In such circumstances the stove will prove of great value, as it will not only enable those on watch to have suitable food without leaving their duty, but it will at once enable them to apply such warm restoratives to the unfortunate shipwrecked persons whom they may rescue, as may be most suitable to their cases. The widow of a fisherman who has drowned some years ago (Mrs Susan Storey), has been appointed as caretaker and cleaner of the House.

The ladies and gentlemen who have assisted by their contributions to erect the building would urge the residents in Cullercoats to do all they can to make it as useful as possible to those for whose good it is intended, and this may be accomplished in many ways; by presenting books for a library, by getting clever men to give lectures on popular and useful subjects, and they would suggest that a mixed committee of fishermen and other persons should at once be appointed whose duty will be to meet monthly, and discuss and arrange all matters affecting the welfare of the Brigade, and the proper management of the house. With this object in view a meeting will be held on an early day.

Finally, it may be stated that there will still be a small balance left in the Bank after all charges are paid, and this will go towards undersetting the cliff. As has been stated before, further contributions will be thankfully received toward this object, and also to start the Brigade with a small balance to cover expenses for the first twelve months.
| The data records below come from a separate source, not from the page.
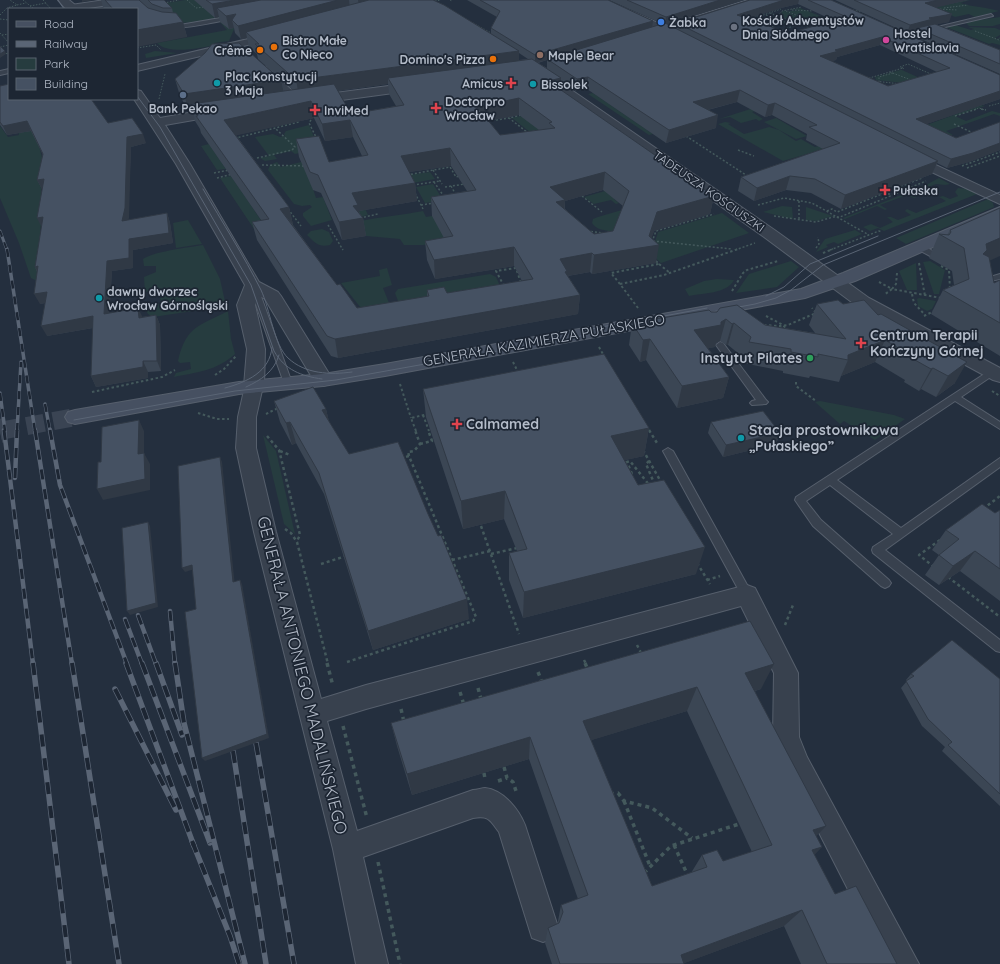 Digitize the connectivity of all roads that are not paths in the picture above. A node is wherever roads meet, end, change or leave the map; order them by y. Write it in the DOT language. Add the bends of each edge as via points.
graph roads {
  1 [pos="63,0"];
  2 [pos="122,0"];
  3 [pos="598,0"];
  4 [pos="758,0"];
  5 [pos="71,8"];
  6 [pos="78,8"];
  7 [pos="991,15"];
  8 [pos="238,16"];
  9 [pos="165,26"];
  10 [pos="663,30"];
  11 [pos="890,30"];
  12 [pos="288,32"];
  13 [pos="902,36"];
  14 [pos="634,39"];
  15 [pos="920,44"];
  16 [pos="691,45"];
  17 [pos="235,46"];
  18 [pos="244,53"];
  19 [pos="158,63"];
  20 [pos="255,63"];
  21 [pos="138,64"];
  22 [pos="138,68"];
  23 [pos="534,68"];
  24 [pos="432,84"];
  25 [pos="138,95"];
  26 [pos="298,102"];
  27 [pos="279,104"];
  28 [pos="232,110"];
  29 [pos="158,122"];
  30 [pos="901,152"];
  31 [pos="183,161"];
  32 [pos="1000,200"];
  33 [pos="1000,212"];
  34 [pos="1000,276"];
  35 [pos="976,277"];
  36 [pos="836,283"];
  37 [pos="253,285"];
  38 [pos="720,345"];
  39 [pos="996,374"];
  40 [pos="323,380"];
  41 [pos="288,383"];
  42 [pos="254,386"];
  43 [pos="954,397"];
  44 [pos="755,403"];
  45 [pos="74,417"];
  46 [pos="1000,426"];
  47 [pos="668,451"];
  48 [pos="1000,462"];
  49 [pos="830,480"];
  50 [pos="901,534"];
  51 [pos="884,583"];
  52 [pos="747,595"];
  53 [pos="1000,647"];
  54 [pos="312,714"];
  55 [pos="347,849"];
  56 [pos="543,927"];
  57 [pos="372,964"];
  58 [pos="903,964"];
  1 -- 5 [label="street"];
  2 -- 6 [label="street"];
  3 -- 10 [label="street"];
  4 -- 10 [label="street"];
  7 -- 13 [label="lane"];
  8 -- 9 [label="lane" via="184,26"];
  10 -- 14 [label="street"];
  10 -- 16 [label="street"];
  11 -- 13 [label="street"];
  12 -- 17 [label="street"];
  13 -- 15 [label="street"];
  17 -- 18 [label="street"];
  17 -- 19 [label="street"];
  19 -- 21 [label="street"];
  19 -- 22 [label="street"];
  20 -- 26 [label="street"];
  23 -- 36 [label="street, TADEUSZA KOŚCIUSZKI"];
  24 -- 26 [label="street"];
  25 -- 29 [label="street"];
  26 -- 27 [label="street"];
  28 -- 29 [label="street"];
  29 -- 31 [label="street"];
  29 -- 31 [label="street" via="184,139"];
  30 -- 32 [label="street" via="952,173"];
  31 -- 37 [label="street"];
  33 -- 36 [label="main road, GENERAŁA KAZIMIERZA PUŁASKIEGO" via="923,254"];
  34 -- 35 [label="lane" via="991,279"];
  36 -- 39 [label="street, TADEUSZA KOŚCIUSZKI" via="863,302"];
  36 -- 40 [label="main road, GENERAŁA KAZIMIERZA PUŁASKIEGO" via="805,293 700,317 647,322"];
  37 -- 40 [label="street" via="272,296"];
  37 -- 41 [label="lane"];
  37 -- 42 [label="street" via="246,305 256,349"];
  38 -- 44 [label="lane" via="763,402"];
  39 -- 43 [label="lane"];
  40 -- 41 [label="main road, GENERAŁA KAZIMIERZA PUŁASKIEGO"];
  41 -- 42 [label="main road, GENERAŁA KAZIMIERZA PUŁASKIEGO"];
  42 -- 45 [label="main road, GENERAŁA KAZIMIERZA PUŁASKIEGO"];
  42 -- 54 [label="street, GENERAŁA ANTONIEGO MADALIŃSKIEGO" via="246,413 246,448"];
  43 -- 46 [label="lane"];
  43 -- 49 [label="lane"];
  47 -- 52 [label="lane"];
  48 -- 50 [label="lane"];
  49 -- 50 [label="lane"];
  49 -- 51 [label="lane" via="800,500 817,523"];
  50 -- 53 [label="lane" via="877,550"];
  52 -- 54 [label="street" via="454,673"];
  52 -- 58 [label="street" via="786,673 786,737 798,766"];
  54 -- 55 [label="street, GENERAŁA ANTONIEGO MADALIŃSKIEGO"];
  55 -- 56 [label="street" via="472,804 486,802 500,810 511,825"];
  55 -- 57 [label="street, GENERAŁA ANTONIEGO MADALIŃSKIEGO"];
}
When the undersetting of the cliff is completed the account will be properly audited, and a statement sent to each of those who have so kindly assisted in the good work, which is now so nearly completed; and all persons interested in the opening of the new house are earnestly requested to assist carrying the matter to a successful issue.

==Cullercoats NAVTEX transmissions==
Cullercoats is the base from which NAVTEX transmissions for the western North Sea area are broadcast. For the purpose of extended Shipping Forecasts, the Met Office uses Cullercoats as the name of the forecast area covering the North Sea between Fair Isle and Dover.